EDITOR.ID, Jakarta,- Ledakan atau turbulensi teknologi digital secara ekstrim yang melahirkan Kripto Currency sulit ditembus hukum di Indonesia. Ketidakmampuan hukum beradaptasi dengan teknologi memicu Kripto seringkali dikaitkan dengan pemanfaatan money laundery atau pencucian uang.
Hal ini disampaikan praktisi hukum Teknologi Digital Dr Urbanisasi, SH MH CLA CIL saat menjadi pemateri Webinar Nasional dengan tema “Memahami Smart Blockchain Untuk Menggerakkan Ekonomi Nasional Melalui Teknologi” di Jakarta, Kamis (22/4/2022)
Webinar ini diselenggarakan IndonesiaBisnisNews.com bekerjasama dengan Asosiasi Developer Kripto dan Blockchain Indonesia (ASPIBI). Jumlah peserta yang ikut dalam Webinar mencapai 200 peserta melampaui target panitia.
Lebih jauh Urbanisasi memaparkan bahwa hukum di Indonesia tidak mampu beradaptasi menghadapi teknologi. “Sehingga dapat saya katakan bahwa didalam dunia digitalisasi itu ada tiga fitur yang sulit ditembus oleh hukum,” ujar Doktor Hukum jebolan Universitas Hasanudin Makassar ini.
Yang pertama itu adalah imaterialisasi. Yang kedua de-teritorialisasi dan yang ketiga turbulensi teknologi Digital yang sangat ekstrim.
Hukum yang jauh tertinggal itu membuat kripto currency di Indonesia tidak dikenal. Disini Kripto justru dikenal sebagai aset.
Definisi Kripto, Mata Uang atau Aset?
Dosen senior FH Universitas Tarumanagara ini mengungkapkan, crypto currency itu adalah mata uang crypto. Yang mana itu berasal dari sebuah gabungan terminologi.
Terminologi yang pertama itu adalah cryptography. Disini mengandung makna ada kode rahasia yang digunakan. Artinya cryptografi adalah suatu mata uang yang dikelola secara desentralisasi yang dibalik itu ada kode-kode rahasia yang dimanfaatkan.

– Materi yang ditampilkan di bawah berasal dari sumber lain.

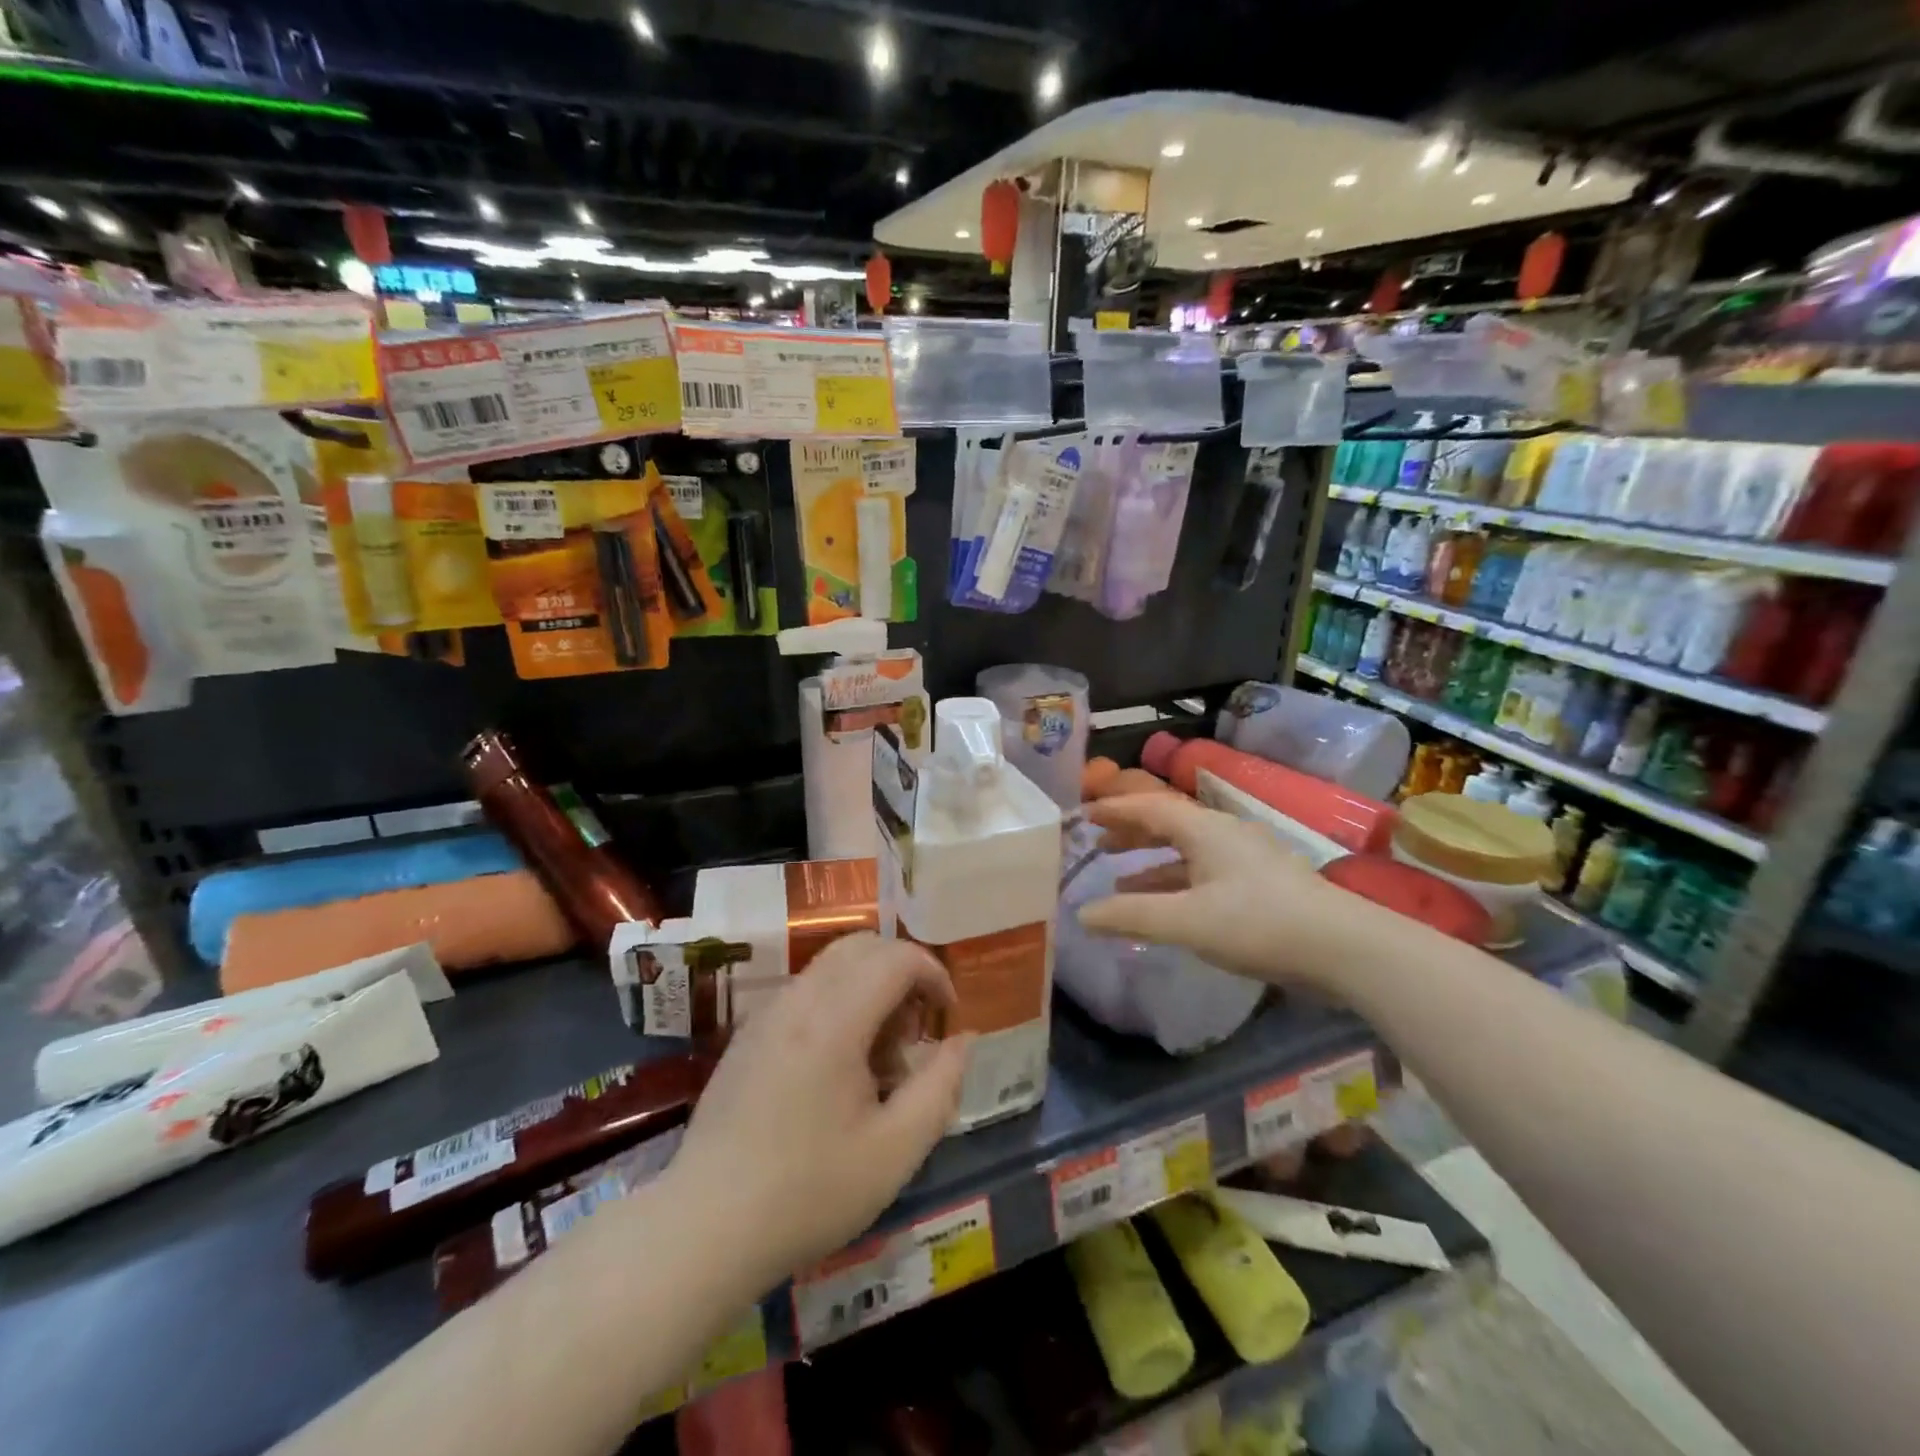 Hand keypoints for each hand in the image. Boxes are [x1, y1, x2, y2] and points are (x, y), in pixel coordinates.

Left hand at [664, 933, 969, 1290]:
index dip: (933, 973)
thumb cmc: (808, 1193)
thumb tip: (962, 1039)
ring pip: (832, 966)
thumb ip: (940, 1086)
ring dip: (869, 989)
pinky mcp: (747, 1034)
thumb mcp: (895, 1151)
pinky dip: (838, 1004)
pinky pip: (805, 991)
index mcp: (833, 1020)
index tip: (947, 1016)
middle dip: (902, 974)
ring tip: (878, 1061)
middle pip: (862, 946)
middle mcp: (797, 1000)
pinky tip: (836, 1070)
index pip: (895, 957)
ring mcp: (765, 1014)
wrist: (704, 1229)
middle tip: (914, 1034)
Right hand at [1077, 794, 1354, 993]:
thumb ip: (1131, 915)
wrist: (1343, 947)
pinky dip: (1176, 882)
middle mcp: (1223, 833)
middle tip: (1095, 843)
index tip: (1081, 815)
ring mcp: (1244, 858)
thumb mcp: (1187, 921)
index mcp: (1204, 829)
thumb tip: (1081, 914)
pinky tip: (1163, 905)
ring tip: (1117, 877)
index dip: (1113, 809)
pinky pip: (1203, 872)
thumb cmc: (1258, 923)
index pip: (1148, 806)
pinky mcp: (1259, 884)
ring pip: (1185, 850)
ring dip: (1150, 860)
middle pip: (1167, 822)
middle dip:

Sehingga dapat kita katakan bahwa hal-hal yang seperti ini itu pada umumnya sulit untuk ditembus oleh hukum dimanapun, didunia ini karena pengaturannya tidak jelas atau anymimous.
“Nah ini yang sulit ditembus oleh hukum sehingga kehadiran daripada Kriptografi atau Crypto Currency ini adalah bagian daripada penyelenggaraan mata uang yang dilakukan secara imaterialisasi secara teknologi digital,” ujar Urbanisasi yang juga seorang advokat senior itu.
Sehingga ketika ini terjadi maka fungsinya ia akan menjadi mata uang standar yang memungkinkan penggunaannya untuk melakukan pembayaran secara virtual dengan melakukan transaksi bisnis yang disitu tidak ada jasa namun tetap memiliki otoritas yang terdesentralisasi disitu.
“Disini perlu kita pahami bahwa Kripto Currency saat ini yang ada di Indonesia justru agak sedikit mundur, hal ini kenapa? Karena yang dikenal di Indonesia bukanlah Kripto Currency tapi yang dikenal di Indonesia ini adalah Kripto sebagai aset,” papar Urbanisasi.